In America, electrical engineers and computer science graduates, who otherwise might work in manufacturing, improving products and processes to make US products more competitive and by consequence increasing US manufacturing wages, instead, went into finance.

The incentives in the United States do not support a vibrant manufacturing economy and we’re kidding ourselves if we think otherwise.

The Chinese system is not holistically better. Unions are banned and employees do harder work for longer hours. But, if you look at our country vs. theirs in terms of speed, quality, and cost, we’re not just bad, America is getting worse.

The problem is fixable, but it will take decades. It’s not as simple as slapping some tariffs on Chinese goods and repeating nostalgic slogans of American greatness.

America needs an educational and cultural transformation to compete with China and reverse the decline in living standards that Americans have suffered over decades.

We need to start with open-mindedness. We need to be copying the best policies from other countries regardless of whether they are our allies, share our democratic values, or have “communist” in their name.

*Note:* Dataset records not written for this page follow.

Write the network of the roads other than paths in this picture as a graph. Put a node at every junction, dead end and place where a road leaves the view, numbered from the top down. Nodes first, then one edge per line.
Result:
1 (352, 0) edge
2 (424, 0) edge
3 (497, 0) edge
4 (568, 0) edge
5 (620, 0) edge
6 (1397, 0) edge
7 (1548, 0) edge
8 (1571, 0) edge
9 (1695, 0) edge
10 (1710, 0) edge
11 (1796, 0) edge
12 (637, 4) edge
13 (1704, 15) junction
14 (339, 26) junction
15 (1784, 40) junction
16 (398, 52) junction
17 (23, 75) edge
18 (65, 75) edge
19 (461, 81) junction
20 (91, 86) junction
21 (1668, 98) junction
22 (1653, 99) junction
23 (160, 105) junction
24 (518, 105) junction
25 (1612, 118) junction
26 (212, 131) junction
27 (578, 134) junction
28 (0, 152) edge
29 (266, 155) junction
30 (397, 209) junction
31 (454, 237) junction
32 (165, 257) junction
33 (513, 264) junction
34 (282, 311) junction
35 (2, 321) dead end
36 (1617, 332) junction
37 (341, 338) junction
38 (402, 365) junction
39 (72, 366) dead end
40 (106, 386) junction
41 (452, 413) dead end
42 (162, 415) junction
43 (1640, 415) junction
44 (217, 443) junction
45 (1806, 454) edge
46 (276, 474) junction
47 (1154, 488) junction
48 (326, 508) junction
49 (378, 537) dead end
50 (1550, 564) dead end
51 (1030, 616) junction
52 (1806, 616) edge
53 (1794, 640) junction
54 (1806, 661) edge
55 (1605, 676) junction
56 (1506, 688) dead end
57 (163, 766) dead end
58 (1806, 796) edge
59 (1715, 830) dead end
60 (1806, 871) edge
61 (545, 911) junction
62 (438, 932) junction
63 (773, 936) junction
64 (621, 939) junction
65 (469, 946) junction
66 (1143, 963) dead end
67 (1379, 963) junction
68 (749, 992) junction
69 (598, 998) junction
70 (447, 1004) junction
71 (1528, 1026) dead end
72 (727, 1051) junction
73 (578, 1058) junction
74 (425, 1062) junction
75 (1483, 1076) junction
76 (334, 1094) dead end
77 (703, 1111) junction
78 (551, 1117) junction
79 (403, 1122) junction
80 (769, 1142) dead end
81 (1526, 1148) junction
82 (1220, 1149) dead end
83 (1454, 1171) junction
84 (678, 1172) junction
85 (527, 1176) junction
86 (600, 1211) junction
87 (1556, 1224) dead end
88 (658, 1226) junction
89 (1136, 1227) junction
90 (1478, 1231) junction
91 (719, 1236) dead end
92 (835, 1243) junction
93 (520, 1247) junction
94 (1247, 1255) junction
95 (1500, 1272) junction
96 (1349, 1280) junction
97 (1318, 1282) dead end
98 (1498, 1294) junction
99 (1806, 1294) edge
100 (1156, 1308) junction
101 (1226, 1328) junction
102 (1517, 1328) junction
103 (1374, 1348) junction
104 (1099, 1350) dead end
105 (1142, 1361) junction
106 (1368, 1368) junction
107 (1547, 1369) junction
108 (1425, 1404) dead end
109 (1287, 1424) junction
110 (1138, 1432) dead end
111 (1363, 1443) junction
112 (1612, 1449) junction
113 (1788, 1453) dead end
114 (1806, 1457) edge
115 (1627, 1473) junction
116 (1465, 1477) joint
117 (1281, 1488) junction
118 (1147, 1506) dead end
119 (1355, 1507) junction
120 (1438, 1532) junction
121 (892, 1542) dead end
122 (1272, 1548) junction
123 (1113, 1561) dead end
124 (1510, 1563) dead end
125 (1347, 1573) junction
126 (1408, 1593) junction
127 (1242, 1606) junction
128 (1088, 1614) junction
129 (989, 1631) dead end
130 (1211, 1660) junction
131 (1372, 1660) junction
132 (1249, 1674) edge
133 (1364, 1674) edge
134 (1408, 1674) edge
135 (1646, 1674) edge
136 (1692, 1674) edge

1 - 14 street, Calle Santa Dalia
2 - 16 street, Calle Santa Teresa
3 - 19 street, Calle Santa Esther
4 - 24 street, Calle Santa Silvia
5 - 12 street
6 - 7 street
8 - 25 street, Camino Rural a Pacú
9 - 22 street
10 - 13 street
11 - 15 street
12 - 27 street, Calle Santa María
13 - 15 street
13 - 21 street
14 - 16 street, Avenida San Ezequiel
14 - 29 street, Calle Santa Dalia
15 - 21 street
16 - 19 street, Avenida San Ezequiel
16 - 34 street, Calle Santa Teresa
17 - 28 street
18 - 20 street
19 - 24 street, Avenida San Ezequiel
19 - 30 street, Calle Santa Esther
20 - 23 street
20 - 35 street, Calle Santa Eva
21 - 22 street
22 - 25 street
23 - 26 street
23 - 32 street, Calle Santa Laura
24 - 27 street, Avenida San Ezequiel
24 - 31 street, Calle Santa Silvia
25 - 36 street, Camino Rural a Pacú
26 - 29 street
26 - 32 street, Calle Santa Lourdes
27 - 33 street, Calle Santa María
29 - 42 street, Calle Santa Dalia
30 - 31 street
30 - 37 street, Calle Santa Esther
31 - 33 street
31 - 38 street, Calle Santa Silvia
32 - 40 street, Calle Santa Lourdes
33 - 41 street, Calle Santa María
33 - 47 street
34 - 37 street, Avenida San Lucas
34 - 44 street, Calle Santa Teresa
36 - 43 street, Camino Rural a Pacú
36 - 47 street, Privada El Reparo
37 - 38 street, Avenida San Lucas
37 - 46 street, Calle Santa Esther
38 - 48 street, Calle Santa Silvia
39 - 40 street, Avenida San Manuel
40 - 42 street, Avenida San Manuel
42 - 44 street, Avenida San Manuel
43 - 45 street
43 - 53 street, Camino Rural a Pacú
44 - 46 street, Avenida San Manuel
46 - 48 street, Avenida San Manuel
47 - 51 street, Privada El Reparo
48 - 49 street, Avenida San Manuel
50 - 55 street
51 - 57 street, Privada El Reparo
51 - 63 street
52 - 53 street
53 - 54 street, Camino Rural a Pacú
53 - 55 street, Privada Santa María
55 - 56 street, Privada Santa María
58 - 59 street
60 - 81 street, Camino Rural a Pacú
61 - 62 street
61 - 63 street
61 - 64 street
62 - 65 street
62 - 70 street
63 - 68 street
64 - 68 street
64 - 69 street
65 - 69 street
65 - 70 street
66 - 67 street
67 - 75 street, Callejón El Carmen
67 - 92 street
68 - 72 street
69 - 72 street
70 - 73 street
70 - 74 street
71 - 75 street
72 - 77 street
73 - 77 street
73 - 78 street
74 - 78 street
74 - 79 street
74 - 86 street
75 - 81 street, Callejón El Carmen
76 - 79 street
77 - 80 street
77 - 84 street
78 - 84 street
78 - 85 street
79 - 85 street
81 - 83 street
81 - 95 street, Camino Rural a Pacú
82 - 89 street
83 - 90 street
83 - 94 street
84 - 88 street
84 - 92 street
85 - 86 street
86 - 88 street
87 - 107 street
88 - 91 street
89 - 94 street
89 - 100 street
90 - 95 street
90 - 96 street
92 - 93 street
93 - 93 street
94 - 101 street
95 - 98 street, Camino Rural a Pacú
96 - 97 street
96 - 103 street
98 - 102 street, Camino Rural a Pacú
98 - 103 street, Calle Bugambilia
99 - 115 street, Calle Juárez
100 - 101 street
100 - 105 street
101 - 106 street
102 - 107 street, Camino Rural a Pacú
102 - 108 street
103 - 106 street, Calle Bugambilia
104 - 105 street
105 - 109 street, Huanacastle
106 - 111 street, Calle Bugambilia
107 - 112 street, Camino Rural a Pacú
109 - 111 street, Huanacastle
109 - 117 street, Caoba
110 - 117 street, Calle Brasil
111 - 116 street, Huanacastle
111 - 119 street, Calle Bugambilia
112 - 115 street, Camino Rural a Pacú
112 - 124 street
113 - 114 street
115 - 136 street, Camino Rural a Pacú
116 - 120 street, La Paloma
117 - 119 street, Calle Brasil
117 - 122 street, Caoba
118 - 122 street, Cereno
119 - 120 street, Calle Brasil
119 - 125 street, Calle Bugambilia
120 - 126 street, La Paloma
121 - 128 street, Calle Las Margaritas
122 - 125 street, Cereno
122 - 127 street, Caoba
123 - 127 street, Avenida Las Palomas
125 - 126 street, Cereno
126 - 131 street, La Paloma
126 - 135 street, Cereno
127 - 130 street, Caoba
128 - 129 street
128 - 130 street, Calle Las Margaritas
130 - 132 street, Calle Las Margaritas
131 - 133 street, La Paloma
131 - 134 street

We need to play to our strengths. China will have world-beating semiconductor chips before they score a goal in soccer’s World Cup. But manufacturing and product development are like soccer, creative team-oriented problem solving. That and greenfield innovation are skills at which the United States thrives. And risk-taking, we have that in spades, especially when it comes to novel products and processes. And our people, we still have high expectations for product quality while China is still plagued by their “good-enough” chabuduo mentality.

Teddy Roosevelt said “complaining about a problem without proposing a solution is called whining”.

Reforming the prison system to teach manufacturing instead of recidivism, strengthening English second language requirements at US schools, reducing English and history classes to increase math and science, longer school hours and less vacations, visas for manufacturing because America’s forgotten how it’s made, special economic lawsuit-free zones, worker dormitories, increasing teacher pay, zero income tax for manufacturing workers, managers, and owners (not tips!), cutting student loans for non-STEM fields, and making universities responsible for unpaid student debt.

You may hate these ideas and you might be right to, but it’s time to open up the conversation, because it’s becoming clearer every day that what we’re doing isn’t working.

And this isn’t about beating China.

It’s about doing the right thing for our country and our people, who do the hard, important work on which our cushy modern life relies.

Chinese labor may be cheaper, but ours can be better. Let’s make it happen.